Extracted data →
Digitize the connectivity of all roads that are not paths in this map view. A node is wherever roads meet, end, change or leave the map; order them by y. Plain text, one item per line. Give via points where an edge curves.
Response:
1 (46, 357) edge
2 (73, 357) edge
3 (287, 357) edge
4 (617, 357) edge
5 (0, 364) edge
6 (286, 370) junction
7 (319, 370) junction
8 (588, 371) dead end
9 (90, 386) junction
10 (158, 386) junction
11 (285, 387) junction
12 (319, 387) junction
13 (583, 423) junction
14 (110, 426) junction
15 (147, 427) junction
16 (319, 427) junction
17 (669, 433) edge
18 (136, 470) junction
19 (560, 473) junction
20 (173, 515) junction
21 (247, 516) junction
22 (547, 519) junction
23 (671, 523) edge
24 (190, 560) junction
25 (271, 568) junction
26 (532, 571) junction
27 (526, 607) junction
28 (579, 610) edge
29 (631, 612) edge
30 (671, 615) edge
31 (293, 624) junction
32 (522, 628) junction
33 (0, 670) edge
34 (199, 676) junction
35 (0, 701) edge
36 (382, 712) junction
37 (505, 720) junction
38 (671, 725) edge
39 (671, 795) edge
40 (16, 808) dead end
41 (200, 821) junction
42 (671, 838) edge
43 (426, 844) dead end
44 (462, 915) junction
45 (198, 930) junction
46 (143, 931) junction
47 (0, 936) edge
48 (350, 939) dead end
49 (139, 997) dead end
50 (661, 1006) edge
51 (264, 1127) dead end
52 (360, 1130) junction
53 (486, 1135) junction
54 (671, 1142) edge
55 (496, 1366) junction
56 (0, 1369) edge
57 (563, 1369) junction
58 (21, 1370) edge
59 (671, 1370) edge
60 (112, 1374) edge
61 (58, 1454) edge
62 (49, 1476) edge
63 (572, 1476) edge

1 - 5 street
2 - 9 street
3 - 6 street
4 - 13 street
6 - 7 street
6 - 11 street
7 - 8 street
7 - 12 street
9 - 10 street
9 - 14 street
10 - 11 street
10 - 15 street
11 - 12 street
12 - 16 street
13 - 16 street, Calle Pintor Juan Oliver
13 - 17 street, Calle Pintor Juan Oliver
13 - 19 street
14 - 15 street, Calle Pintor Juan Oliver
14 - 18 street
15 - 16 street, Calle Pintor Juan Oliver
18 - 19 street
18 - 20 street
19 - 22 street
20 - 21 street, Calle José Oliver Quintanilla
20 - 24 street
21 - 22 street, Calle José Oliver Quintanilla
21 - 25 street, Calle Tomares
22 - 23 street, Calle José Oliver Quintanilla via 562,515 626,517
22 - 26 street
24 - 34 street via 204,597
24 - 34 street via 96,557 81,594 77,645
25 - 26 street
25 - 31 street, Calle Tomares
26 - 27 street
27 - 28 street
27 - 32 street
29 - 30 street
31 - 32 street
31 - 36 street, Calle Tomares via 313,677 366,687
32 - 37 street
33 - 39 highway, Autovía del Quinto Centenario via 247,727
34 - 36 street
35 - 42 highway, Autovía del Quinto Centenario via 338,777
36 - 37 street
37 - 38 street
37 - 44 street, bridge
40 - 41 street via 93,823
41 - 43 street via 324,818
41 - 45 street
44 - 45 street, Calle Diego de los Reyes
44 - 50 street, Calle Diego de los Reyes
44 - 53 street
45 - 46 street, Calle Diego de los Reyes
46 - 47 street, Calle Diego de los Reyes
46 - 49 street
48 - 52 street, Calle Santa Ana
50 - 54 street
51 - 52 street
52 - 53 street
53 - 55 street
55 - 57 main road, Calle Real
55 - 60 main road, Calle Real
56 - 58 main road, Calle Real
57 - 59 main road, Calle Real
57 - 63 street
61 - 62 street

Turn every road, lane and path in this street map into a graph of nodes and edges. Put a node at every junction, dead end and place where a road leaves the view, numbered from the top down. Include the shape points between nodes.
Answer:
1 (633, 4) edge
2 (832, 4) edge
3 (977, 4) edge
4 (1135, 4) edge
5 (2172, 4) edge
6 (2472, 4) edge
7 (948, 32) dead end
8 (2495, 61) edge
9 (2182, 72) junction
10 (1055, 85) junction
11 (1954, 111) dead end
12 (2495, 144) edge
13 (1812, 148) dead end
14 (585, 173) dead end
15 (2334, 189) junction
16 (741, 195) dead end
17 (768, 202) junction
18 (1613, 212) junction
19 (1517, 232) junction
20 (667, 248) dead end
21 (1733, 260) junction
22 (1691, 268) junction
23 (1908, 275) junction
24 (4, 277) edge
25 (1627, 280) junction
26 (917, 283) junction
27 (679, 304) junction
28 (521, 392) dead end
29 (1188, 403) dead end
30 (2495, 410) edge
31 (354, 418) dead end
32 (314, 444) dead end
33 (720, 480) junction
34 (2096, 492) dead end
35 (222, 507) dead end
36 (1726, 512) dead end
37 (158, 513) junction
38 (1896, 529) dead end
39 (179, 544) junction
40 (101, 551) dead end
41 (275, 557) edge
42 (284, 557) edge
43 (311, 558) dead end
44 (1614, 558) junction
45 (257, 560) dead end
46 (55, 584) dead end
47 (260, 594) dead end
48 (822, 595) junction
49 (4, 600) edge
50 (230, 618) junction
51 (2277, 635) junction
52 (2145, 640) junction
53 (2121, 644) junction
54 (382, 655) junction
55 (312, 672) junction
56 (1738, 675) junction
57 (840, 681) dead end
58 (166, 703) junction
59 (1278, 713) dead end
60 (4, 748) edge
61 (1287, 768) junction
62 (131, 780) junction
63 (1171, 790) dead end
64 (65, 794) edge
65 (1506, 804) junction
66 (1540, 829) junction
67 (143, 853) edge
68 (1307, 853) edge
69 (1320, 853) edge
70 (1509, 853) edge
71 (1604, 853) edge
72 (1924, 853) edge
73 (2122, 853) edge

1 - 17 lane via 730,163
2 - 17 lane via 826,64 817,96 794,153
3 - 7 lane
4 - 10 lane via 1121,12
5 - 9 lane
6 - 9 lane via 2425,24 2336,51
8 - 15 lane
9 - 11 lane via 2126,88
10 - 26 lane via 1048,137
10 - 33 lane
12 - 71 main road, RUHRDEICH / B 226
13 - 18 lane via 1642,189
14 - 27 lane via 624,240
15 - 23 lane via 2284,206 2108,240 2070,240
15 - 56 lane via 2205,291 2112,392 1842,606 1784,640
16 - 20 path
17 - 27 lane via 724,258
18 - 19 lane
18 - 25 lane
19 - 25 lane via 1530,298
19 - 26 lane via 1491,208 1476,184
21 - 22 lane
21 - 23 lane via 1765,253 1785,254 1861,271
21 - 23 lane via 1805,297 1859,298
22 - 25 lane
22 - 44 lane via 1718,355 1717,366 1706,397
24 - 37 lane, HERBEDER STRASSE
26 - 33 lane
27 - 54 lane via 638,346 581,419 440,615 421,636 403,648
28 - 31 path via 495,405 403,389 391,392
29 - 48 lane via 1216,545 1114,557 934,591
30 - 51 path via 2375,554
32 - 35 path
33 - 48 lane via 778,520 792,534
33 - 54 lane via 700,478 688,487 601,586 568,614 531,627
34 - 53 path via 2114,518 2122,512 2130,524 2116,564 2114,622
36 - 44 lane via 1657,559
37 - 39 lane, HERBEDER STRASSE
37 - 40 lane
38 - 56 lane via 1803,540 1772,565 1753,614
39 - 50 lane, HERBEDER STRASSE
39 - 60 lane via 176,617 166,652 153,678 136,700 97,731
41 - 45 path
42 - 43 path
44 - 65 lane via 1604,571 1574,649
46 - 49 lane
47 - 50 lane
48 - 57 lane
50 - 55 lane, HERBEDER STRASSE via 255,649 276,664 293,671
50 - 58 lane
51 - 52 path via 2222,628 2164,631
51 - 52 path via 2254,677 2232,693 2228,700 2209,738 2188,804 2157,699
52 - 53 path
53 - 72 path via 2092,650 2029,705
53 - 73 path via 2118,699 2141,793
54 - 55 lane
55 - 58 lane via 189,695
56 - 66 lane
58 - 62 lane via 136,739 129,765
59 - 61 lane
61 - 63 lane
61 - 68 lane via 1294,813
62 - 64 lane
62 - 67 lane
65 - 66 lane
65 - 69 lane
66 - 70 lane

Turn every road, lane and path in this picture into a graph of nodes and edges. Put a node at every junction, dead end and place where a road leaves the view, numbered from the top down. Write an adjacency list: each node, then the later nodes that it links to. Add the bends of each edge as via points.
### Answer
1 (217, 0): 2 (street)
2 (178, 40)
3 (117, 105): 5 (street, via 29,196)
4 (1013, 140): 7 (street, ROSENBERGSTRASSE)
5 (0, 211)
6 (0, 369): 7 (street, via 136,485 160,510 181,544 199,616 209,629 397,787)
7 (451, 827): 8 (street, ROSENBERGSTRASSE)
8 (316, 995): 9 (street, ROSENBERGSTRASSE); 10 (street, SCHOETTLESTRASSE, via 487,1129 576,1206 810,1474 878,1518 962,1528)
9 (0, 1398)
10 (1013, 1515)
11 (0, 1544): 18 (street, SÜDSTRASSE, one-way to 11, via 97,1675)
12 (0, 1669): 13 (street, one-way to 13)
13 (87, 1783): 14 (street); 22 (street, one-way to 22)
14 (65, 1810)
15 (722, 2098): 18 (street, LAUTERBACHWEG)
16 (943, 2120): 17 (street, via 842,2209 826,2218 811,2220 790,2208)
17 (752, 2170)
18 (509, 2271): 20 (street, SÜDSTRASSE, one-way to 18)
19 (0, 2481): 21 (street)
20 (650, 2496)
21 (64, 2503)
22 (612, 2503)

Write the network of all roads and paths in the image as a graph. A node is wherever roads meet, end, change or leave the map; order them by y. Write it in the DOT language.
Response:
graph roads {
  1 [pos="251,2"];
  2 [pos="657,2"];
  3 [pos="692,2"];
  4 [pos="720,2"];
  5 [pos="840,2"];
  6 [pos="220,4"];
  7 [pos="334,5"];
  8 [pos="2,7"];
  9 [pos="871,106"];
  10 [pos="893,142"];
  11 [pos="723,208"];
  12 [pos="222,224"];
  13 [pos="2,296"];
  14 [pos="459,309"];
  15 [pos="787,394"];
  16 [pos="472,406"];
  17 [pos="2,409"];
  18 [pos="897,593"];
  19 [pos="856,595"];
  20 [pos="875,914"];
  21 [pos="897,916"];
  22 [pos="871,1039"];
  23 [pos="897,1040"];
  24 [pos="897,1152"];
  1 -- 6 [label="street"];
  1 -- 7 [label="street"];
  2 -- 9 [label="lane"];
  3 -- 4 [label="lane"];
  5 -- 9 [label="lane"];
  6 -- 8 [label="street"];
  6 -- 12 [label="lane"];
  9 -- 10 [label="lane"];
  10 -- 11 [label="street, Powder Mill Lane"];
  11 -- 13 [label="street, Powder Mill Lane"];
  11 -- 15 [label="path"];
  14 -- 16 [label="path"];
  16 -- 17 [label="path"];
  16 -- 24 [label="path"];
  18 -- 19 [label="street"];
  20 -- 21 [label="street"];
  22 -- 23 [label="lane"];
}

What to produce →
Determine how many lines of the material include the string "order", and give only the resulting number.

Exercise response →
2